__ASSIGNMENT__
Your answer should consist of the complete listing, repeated verbatim.

__SOURCE RECORDS__
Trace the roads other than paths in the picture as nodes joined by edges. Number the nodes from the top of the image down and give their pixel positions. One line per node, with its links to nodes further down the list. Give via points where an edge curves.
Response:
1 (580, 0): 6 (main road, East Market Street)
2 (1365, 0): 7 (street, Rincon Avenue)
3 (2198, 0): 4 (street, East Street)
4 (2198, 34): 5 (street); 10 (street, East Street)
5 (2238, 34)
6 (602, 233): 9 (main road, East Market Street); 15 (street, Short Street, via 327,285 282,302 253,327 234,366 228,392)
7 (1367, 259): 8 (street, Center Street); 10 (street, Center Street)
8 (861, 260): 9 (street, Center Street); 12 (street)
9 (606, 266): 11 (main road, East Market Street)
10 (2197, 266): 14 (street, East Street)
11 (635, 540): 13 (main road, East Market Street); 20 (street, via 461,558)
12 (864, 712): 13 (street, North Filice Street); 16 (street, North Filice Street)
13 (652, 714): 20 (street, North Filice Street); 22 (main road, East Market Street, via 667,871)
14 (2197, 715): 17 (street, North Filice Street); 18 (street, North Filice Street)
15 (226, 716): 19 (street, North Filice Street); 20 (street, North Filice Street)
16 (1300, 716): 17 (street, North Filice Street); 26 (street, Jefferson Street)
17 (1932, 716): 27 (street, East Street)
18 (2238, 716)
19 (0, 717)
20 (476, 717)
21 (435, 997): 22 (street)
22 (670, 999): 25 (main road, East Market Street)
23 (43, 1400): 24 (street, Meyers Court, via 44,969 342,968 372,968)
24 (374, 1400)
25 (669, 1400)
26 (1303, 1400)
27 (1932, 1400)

__WORKED SOLUTION__
Trace the roads other than paths in the picture as nodes joined by edges. Number the nodes from the top of the image down and give their pixel positions. One line per node, with its links to nodes further down the list. Give via points where an edge curves.
Response:
1 (580, 0): 6 (main road, East Market Street)
2 (1365, 0): 7 (street, Rincon Avenue)
3 (2198, 0): 4 (street, East Street)
4 (2198, 34): 5 (street); 10 (street, East Street)
5 (2238, 34)
6 (602, 233): 9 (main road, East Market Street); 15 (street, Short Street, via 327,285 282,302 253,327 234,366 228,392)
7 (1367, 259): 8 (street, Center Street); 10 (street, Center Street)
8 (861, 260): 9 (street, Center Street); 12 (street)
9 (606, 266): 11 (main road, East Market Street)
10 (2197, 266): 14 (street, East Street)
11 (635, 540): 13 (main road, East Market Street); 20 (street, via 461,558)
12 (864, 712): 13 (street, North Filice Street); 16 (street, North Filice Street)
13 (652, 714): 20 (street, North Filice Street); 22 (main road, East Market Street, via 667,871)
14 (2197, 715): 17 (street, North Filice Street); 18 (street, North Filice Street)
15 (226, 716): 19 (street, North Filice Street); 20 (street, North Filice Street)
16 (1300, 716): 17 (street, North Filice Street); 26 (street, Jefferson Street)
17 (1932, 716): 27 (street, East Street)
18 (2238, 716)
19 (0, 717)
20 (476, 717)
21 (435, 997): 22 (street)
22 (670, 999): 25 (main road, East Market Street)
23 (43, 1400): 24 (street, Meyers Court, via 44,969 342,968 372,968)
24 (374, 1400)
25 (669, 1400)
26 (1303, 1400)
27 (1932, 1400)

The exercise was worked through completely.